Monique Laederach - Com qual amor tenho sonhado

Uma outra autora de origem suíça, assumindo a voz de Penélope e as suas contingências de vida – relembremos, enquanto esposa fiel à espera do retorno do consorte, Ulisses, da Guerra de Troia, por longos dez anos −, celebra o fato de haver vivido em terras helênicas – um extenso cemitério, onde “dormem” os seus valorosos ancestrais.

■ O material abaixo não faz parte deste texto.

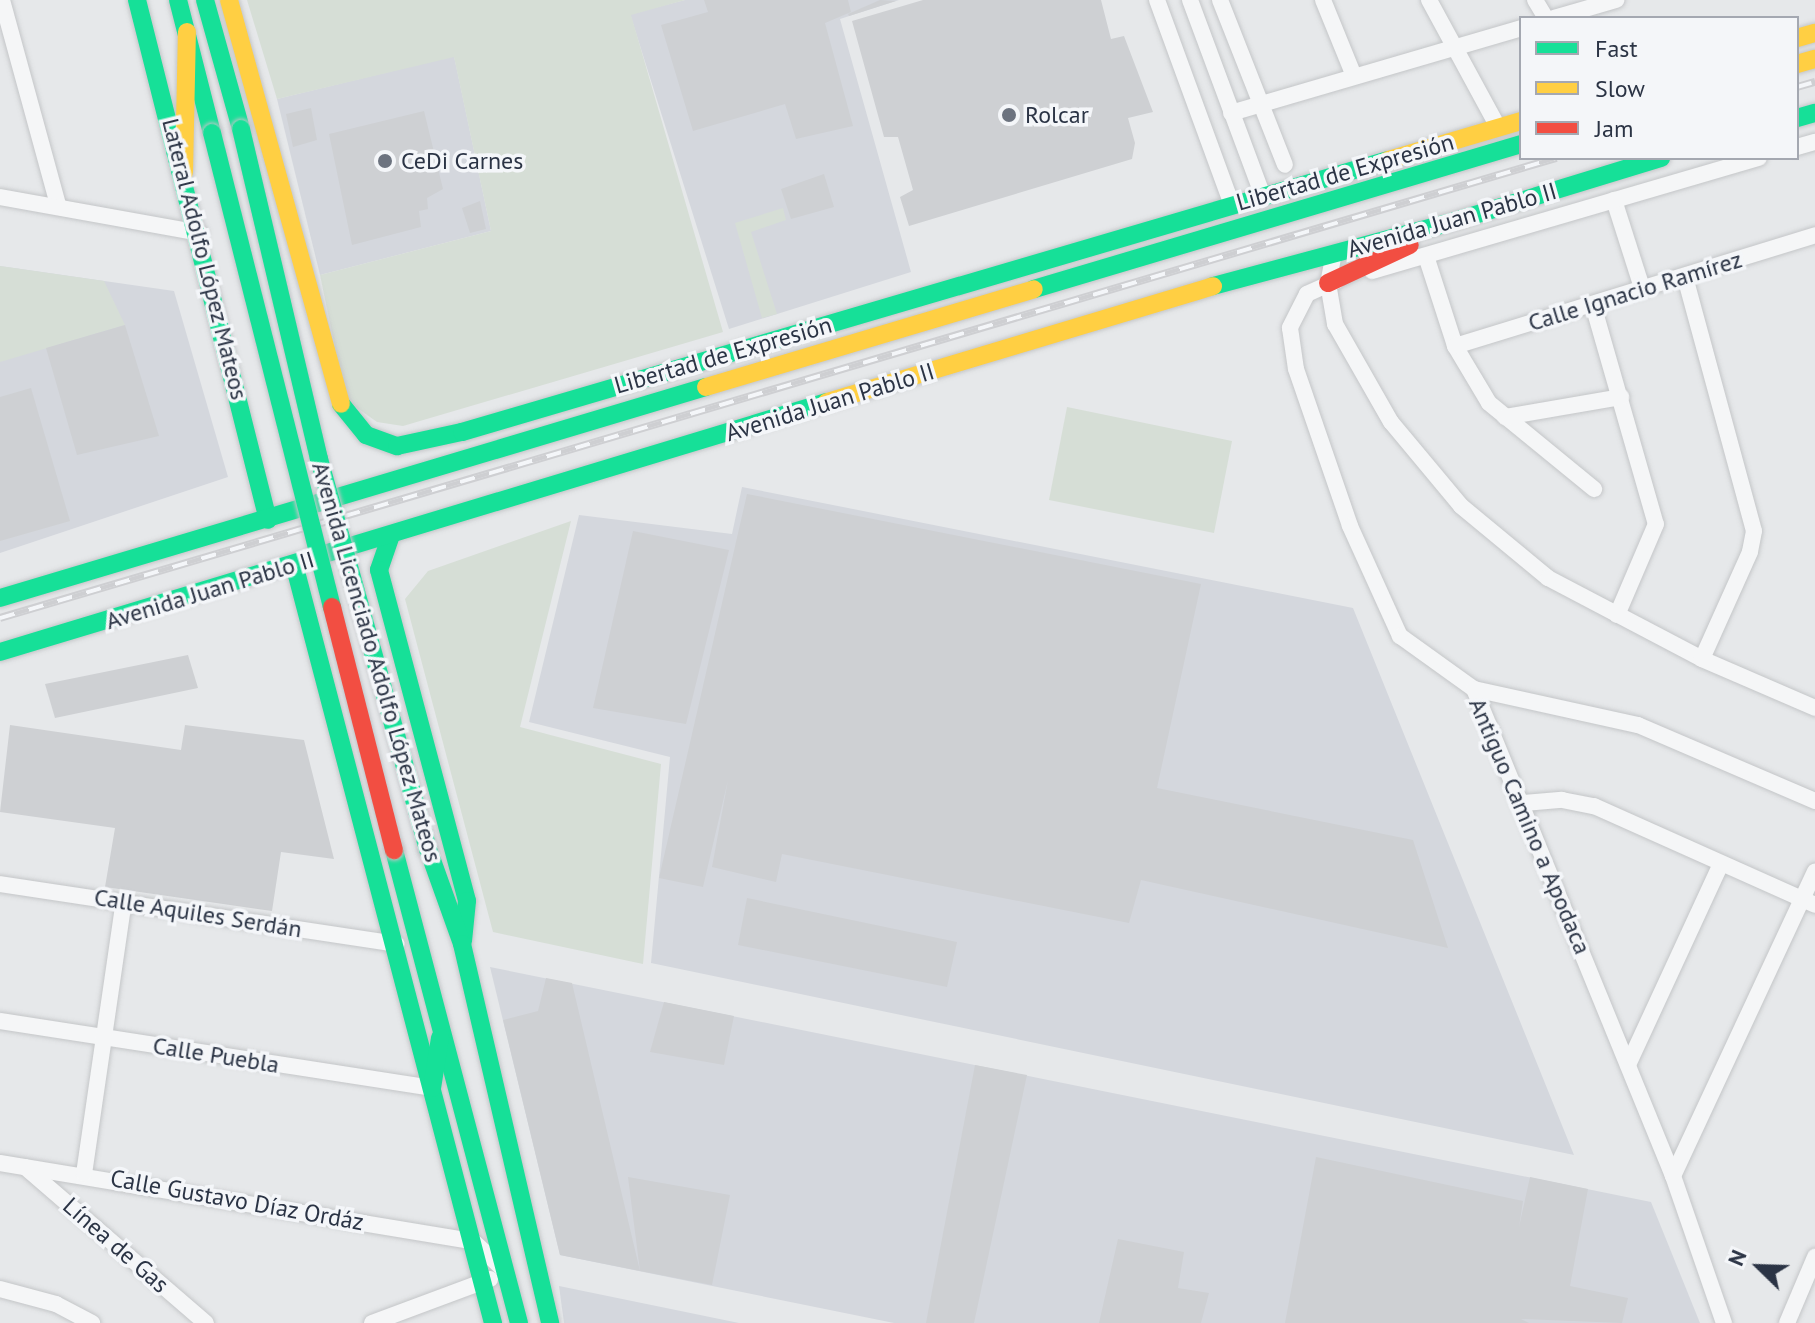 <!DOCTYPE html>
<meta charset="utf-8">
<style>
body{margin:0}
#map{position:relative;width:1815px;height:1323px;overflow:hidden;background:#e6e8ea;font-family:"PT Sans",sans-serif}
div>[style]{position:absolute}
.built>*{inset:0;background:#d4d7dd}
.green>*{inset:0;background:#d6ded6}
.building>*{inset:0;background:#ced0d3}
.roads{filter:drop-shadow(0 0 2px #c4c6c8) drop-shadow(0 0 2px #c4c6c8)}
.street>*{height:16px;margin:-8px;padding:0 8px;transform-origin:8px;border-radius:8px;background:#f5f6f7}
.fast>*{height:18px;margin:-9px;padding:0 9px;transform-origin:9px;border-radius:9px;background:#16e098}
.slow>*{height:18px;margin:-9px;padding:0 9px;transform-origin:9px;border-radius:9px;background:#ffcf43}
.jam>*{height:18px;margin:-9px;padding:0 9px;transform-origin:9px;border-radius:9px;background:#f24e42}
.rail>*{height:8px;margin-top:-4px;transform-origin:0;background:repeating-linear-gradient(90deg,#f4f6f9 0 15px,#cecfd2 0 30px);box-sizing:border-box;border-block:2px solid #cecfd2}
.bridges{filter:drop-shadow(0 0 2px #c2c5c8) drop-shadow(0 0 2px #c2c5c8)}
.fast-bridge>*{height:18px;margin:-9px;padding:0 9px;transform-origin:9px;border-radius:9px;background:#16e098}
.jam-bridge>*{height:18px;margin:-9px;padding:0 9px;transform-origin:9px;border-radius:9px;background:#f24e42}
.dots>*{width:22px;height:22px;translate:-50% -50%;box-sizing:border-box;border:4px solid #f4f6f9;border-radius:50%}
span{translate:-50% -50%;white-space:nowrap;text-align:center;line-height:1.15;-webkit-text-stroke:7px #f4f6f9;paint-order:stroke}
.poi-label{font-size:24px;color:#2b3445}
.left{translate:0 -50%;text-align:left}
.street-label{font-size:24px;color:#2b3445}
.legend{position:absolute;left:1519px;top:16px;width:280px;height:144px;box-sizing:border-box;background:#f4f6f9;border:2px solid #a4a8b1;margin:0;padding:10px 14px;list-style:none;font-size:24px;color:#2b3445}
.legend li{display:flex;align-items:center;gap:16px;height:40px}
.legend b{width:40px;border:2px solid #a4a8b1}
.north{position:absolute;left:1719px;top:1227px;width:80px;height:80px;-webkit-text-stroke:6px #f4f6f9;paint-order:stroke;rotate:293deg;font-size:22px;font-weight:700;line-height:32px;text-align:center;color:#2b3445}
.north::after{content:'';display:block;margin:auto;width:28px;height:36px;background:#2b3445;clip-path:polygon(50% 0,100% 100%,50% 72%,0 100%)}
</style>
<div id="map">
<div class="built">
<div style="clip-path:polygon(685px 0,899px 0,840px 19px,911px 272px,729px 329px,630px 14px)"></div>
<div style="clip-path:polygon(454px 56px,491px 231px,320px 275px,277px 99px)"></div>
<div style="clip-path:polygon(0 266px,174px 291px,228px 477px,0 553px)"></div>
<div style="clip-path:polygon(742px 487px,1353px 608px,1574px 1155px,651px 963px,670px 757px,529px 722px,579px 515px,732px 534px)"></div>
<div style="clip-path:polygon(490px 967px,1651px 1202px,1700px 1323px,894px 1323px,560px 1255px)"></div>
<div style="clip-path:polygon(559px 1286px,739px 1323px,564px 1323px)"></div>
</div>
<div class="green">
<div style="clip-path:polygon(247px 0,685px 0,631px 15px,723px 332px,403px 426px,377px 422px,346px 400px,320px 275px,491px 231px,454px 57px,277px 99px)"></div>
<div style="clip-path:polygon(783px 208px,786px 220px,751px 232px,777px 314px,762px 318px,735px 223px)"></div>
<div style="clip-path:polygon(0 266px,104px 281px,125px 325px,0 362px)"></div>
<div style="clip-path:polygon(1067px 407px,1232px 441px,1214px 533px,1049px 500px)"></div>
<div style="clip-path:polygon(571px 521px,520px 727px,661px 764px,643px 964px,493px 932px,405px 599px,428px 571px)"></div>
</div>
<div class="building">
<div style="clip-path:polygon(704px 0,848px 0,851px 12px,825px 23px,853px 126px,796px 139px,785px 104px,693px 131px,661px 25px,708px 12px)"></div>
<div style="clip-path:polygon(880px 0,896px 1px,849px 16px,848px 14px)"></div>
<div style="clip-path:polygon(923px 0,1101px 0,1111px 39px,1124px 36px,1153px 112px,1128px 118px,1135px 143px,1132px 159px,909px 226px,900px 197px,913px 190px,898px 137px,884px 137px,852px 21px)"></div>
<div style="clip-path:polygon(311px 108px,317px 140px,293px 147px,286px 114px)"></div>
<div style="clip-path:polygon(424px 111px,443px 189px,427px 198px,428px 209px,419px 211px,421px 227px,352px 245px,329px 134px)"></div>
<div style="clip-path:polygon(824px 174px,834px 207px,791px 219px,781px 189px)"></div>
<div style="clip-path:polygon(480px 201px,486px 229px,470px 233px,462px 208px)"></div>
<div style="clip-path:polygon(125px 325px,159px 436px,77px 455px,46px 348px)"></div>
<div style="clip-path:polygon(31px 388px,70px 521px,0 541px,0 397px)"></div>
<div style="clip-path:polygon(747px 494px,1201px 584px,1157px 788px,1413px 840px,1448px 948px,1141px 880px,1129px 923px,782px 854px,776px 882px,712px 867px,728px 780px,703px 887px,659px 878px)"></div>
<div style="clip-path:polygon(633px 531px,729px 550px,686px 724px,593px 708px)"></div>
<div style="clip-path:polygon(188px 655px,198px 688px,55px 718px,45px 684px)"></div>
<div style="clip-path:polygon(10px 725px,181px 750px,185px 725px,304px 740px,334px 859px,281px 852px,272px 911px,105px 887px,115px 828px,0 812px)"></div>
<div style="clip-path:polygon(747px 898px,957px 942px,947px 987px,738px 945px)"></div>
<div style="clip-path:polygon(546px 978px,572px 983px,640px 1271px,560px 1255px,503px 1020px,538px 1011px)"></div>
<div style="clip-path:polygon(664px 1002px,734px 1016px,724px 1065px,650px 1052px)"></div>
<div style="clip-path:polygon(975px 1065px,1027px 1075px,974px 1323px,926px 1323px)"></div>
<div style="clip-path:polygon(1316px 1157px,1523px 1201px,1519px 1227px,1530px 1177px,1588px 1189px,1570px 1286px,1628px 1298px,1622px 1323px,1521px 1319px,1529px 1323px,1285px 1323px)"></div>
<div style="clip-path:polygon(628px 1177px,730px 1195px,712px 1285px,640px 1271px)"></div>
<div style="clip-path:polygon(1118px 1239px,1184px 1252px,1178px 1288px,1209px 1293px,1201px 1323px,1099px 1323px)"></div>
</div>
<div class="roads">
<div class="street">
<div style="left:2px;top:0;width:213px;rotate:74.7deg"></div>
<div style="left:1157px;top:0;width:218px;rotate:69.9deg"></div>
<div style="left:1190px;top:0;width:209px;rotate:69.6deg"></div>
<div style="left:1220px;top:0;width:177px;rotate:68.5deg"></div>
<div style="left:1323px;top:0;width:82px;rotate:67.8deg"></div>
<div style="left:1429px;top:0;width:145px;rotate:61.5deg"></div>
<div style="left:1535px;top:0;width:21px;rotate:59deg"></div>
<div style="left:1554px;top:18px;width:65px;rotate:-16.2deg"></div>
<div style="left:1231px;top:113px;width:302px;rotate:-16.3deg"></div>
<div style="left:1797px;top:147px;width:19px;rotate:-16deg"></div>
<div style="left:0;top:197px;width:203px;rotate:10.2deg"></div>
<div style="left:1614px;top:200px;width:92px;rotate:72.3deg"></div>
<div style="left:1334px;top:253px;width:31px;rotate:101deg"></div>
<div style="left:1328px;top:283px;width:42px;rotate:80.3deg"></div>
<div style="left:1335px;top:324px;width:113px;rotate:60.3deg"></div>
<div style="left:1391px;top:422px;width:109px;rotate:50.2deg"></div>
<div style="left:1461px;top:506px;width:113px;rotate:39.6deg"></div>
<div style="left:1548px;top:578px;width:174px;rotate:27.7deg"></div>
<div style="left:1702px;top:659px;width:123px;rotate:23.4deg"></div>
<div style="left:1426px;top:256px;width:95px;rotate:72.1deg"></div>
<div style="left:1455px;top:346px;width:66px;rotate:59.2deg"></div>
<div style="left:1489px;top:403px;width:136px;rotate:39.3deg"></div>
<div style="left:1372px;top:271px;width:403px;rotate:-16.3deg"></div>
<div style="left:1685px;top:277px;width:263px;rotate:74.8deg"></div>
<div style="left:1754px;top:531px;width:21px;rotate:101deg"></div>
<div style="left:1750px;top:552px;width:117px;rotate:114.2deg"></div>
<div style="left:1338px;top:280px;width:34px;rotate:156deg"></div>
<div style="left:1307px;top:294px;width:38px;rotate:117deg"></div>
<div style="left:1290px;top:328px;width:41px;rotate:81.7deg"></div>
<div style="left:1296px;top:369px;width:166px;rotate:71deg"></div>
<div style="left:1350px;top:526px;width:121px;rotate:65.6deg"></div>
<div style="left:1400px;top:636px;width:91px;rotate:35.6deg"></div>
<div style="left:1474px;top:689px;width:526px;rotate:67.77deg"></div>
<div style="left:1673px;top:1176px;width:156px;rotate:70.9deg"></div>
<div style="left:1593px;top:305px;width:228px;rotate:74deg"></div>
<div style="left:1656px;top:524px;width:99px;rotate:113.2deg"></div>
<div style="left:1455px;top:346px;width:377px;rotate:-17.1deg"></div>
<div style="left:1505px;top:417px;width:118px;rotate:-9.8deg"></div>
<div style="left:1474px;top:689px;width:168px;rotate:12.4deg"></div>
<div style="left:1638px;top:725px;width:193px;rotate:23.2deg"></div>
<div style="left:1524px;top:803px;width:38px;rotate:-5deg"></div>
<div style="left:1562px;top:800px;width:33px;rotate:11deg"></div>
<div style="left:1594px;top:806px;width:242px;rotate:24.1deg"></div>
<div style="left:0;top:884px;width:401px;rotate:8.6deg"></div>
<div style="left:0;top:1021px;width:437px;rotate:8.8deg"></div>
<div style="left:1628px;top:1065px;width:221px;rotate:-65.2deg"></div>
<div style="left:0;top:1163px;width:479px;rotate:9.4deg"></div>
<div style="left:473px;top:1241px;width:42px;rotate:43.1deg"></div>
<div style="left:25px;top:1167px;width:239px;rotate:40.8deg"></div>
<div style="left:84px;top:1174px;width:276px;rotate:-81.7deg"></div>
<div style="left:1673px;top:1176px;width:336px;rotate:-65deg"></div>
<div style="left:0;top:1289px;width:58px;rotate:15deg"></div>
<div style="left:56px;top:1304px;width:41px;rotate:27.8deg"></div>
<div style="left:372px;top:1323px;width:126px;rotate:-20.4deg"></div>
<div style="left:1787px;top:1323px;width:72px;rotate:-67deg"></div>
</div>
<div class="fast">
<div style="left:137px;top:0;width:536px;rotate:75.86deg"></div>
<div style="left:178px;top:0;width:137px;rotate:75.7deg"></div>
<div style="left:205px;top:0;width:134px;rotate:74.4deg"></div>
<div style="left:1797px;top:118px;width:19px;rotate:-16deg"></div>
<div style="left:1213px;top:286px;width:240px;rotate:-15deg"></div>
<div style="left:1445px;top:224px;width:226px;rotate:-17deg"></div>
<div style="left:1034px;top:289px;width:508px;rotate:-16.58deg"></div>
<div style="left:341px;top:404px;width:40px;rotate:51deg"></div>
<div style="left:366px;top:435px;width:33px;rotate:20deg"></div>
<div style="left:397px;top:446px;width:66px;rotate:-12.2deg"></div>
<div style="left:462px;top:432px;width:965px;rotate:-16.37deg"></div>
<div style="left:391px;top:535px;width:37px;rotate:109deg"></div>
<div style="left:379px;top:570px;width:342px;rotate:75.1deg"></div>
<div style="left:467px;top:901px;width:40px;rotate:95.7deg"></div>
<div style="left:294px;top:564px;width:785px;rotate:75.31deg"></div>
<div style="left:0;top:598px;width:737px;rotate:-16.64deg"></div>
<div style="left:0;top:652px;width:864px;rotate:-16.82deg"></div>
<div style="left:428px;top:849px;width:101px;rotate:70.3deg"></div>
<div style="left:462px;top:944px;width:389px;rotate:76.9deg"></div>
<div style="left:394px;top:850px;width:489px;rotate:75.2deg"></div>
<div style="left:432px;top:1088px;width:51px;rotate:-80.9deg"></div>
</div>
<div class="slow">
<div style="left:229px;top:0;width:419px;rotate:74.5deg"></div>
<div style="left:1797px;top:38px;width:19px;rotate:-16deg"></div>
<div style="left:1797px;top:64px;width:19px;rotate:-16deg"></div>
<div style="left:1388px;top:160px;width:139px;rotate:-16.3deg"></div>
<div style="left:184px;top:172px;width:140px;rotate:-88.8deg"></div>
<div style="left:706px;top:387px;width:342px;rotate:-16.6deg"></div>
<div style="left:827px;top:402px;width:403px;rotate:-16.7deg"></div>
</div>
<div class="jam">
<div style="left:1328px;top:283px;width:90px;rotate:-24.9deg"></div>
</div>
</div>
<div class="rail">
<div style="left:1797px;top:87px;width:19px;rotate:-16deg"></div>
<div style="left:0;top:618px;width:1623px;rotate:-16.47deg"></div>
</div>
<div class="bridges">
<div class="fast-bridge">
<div style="left:241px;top:129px;width:339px;rotate:76.7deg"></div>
<div style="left:319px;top:459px;width:405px;rotate:74.4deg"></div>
<div style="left:212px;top:133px;width:489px;rotate:75.8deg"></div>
</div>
<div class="jam-bridge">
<div style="left:332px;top:607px;width:251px;rotate:75.7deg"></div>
</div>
</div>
<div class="dots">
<div style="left:1009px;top:115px;background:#6c737f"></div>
<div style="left:385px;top:161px;background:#6c737f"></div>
</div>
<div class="poi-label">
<span class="left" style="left:1025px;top:115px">Rolcar</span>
<span class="left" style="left:401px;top:161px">CeDi Carnes</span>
</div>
<div class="street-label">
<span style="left:1345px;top:172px;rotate:-16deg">Libertad de Expresión</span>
<span style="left:1452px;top:220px;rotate:-16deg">Avenida Juan Pablo II</span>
<span style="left:205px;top:259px;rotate:76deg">Lateral Adolfo López Mateos</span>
<span style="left:1635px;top:291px;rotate:-17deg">Calle Ignacio Ramírez</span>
<span style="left:723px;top:355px;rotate:-16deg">Libertad de Expresión</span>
<span style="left:830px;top:402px;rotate:-17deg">Avenida Juan Pablo II</span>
<span style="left:210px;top:590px;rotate:-17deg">Avenida Juan Pablo II</span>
<span style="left:377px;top:662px;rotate:74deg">Avenida Licenciado Adolfo López Mateos</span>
<span style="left:1530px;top:826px;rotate:67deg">Antiguo Camino a Apodaca</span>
<span style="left:198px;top:913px;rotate:9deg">Calle Aquiles Serdán</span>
<span style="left:216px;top:1055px;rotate:9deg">Calle Puebla</span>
<span style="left:237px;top:1200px;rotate:10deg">Calle Gustavo Díaz Ordáz</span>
<span style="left:116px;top:1245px;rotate:41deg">Línea de Gas</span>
</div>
<ul class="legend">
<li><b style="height:10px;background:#16e098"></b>Fast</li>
<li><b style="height:10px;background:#ffcf43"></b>Slow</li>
<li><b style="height:10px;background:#f24e42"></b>Jam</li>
</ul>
<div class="north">N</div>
</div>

Os versos denotam a chegada do outono, quando já a árvore metafórica cresceu aos céus, expandiu os seus ramos e deu frutos – logo recolhidos pelos que se dispuseram a sorvê-los. Agora, antevê Penélope a sua própria conversão orgânica em terra, areia e rocha, desvanecendo-se em matéria primordial, para que o novo a ela dê serventia, impregnando-se da gana de perpetuar-se na história.

J.A.R. – H.C.

Monique Laederach
(1938-2004)
 

A quel amour ai-je rêvé
 

Ulysse: Tu veux savoir mon nom le
plus connu, Cyclope? je men vais te
le dire. C’est Personne, mon nom:
oui! mon père et ma mère et tous mes
compagnons mont surnommé Personne.
Odyssée, ch. IX, v. 365-370
 

A quel amour ai-je rêvé qu’il donne et qu’il retire
tout à la fois sa résine à mon arbre?
J’étais, je me souviens.
Il paraissait aisé de planter ses racines et d’aborder le ciel
face à face comme un père.
J’avais porté des fruits. Je les ai vus mûrir, tomber.
J’ai vu les mains de ceux qui se baissaient
pour les prendre. Et j’aimais le soleil.

Maintenant, je deviens terre, terre moi-même;
je deviens sable et rocher.
J’avance dans ce pays qui est en moi,
long cimetière où dorment mes pères
et les pères de mes pères, ces géants mes ancêtres,
leurs membres mêlés comme des branches
dans les parois de terre, veines de métal maigre et froid.

Dans: “Pénélope” (1971)
 


Paternidade e Cuidado
(Leon Zernitsky: pintor russo)
 

Com qual amor tenho sonhado
 

Ulisses: “Ciclope, perguntaste o meu
glorioso nome; eu vou dizer-to; dá-me,
porém, o presente, como prometeste.
Meu nome é Ninguém. Chamam-me
Ninguém minha mãe, meu pai
e todos os meus companheiros”.
Odisseia, Canto, v. 365-370 (*)
 

Com qual amor tenho sonhado que dá e que retira,
a um só tempo, a sua resina à minha árvore?
Eu existia, recordo-me.
Parecia fácil plantar suas raízes e dirigir-se aos céus,
face a face como um pai.
Havia dado frutos. Vi-os amadurecer e cair.
Vi as mãos daqueles que se inclinaram
para os apanhar. E adorava o sol.

Agora, estou a tornar-me terra, terra a mim mesma;
estou a tornar-me areia e rocha.
Caminho por este país que em mim está,
longo cemitério onde dormem meus pais,
e os pais de meus pais, meus gigantes ancestrais,
seus membros entrelaçados como ramos
nos muros da terra, veios de metal delgado e frio.

Em: “Penélope” (1971)

Nota:

(*) A tradução da epígrafe do poema, diretamente do grego, pertence a Jaime Bruna em: HOMERO.
Odisseia. São Paulo, SP: Abril, 2010. p. 146. (Clássicos ‘Abril Coleções’; v. 35). A versão ao português do poema em francês é de minha autoria.

Referência:

LAEDERACH, Monique. A quel amour ai-je rêvé. In: __________.
Poésie complète. Lausanne, CH: Éditions L’Age d’Homme, 2003. p. 31.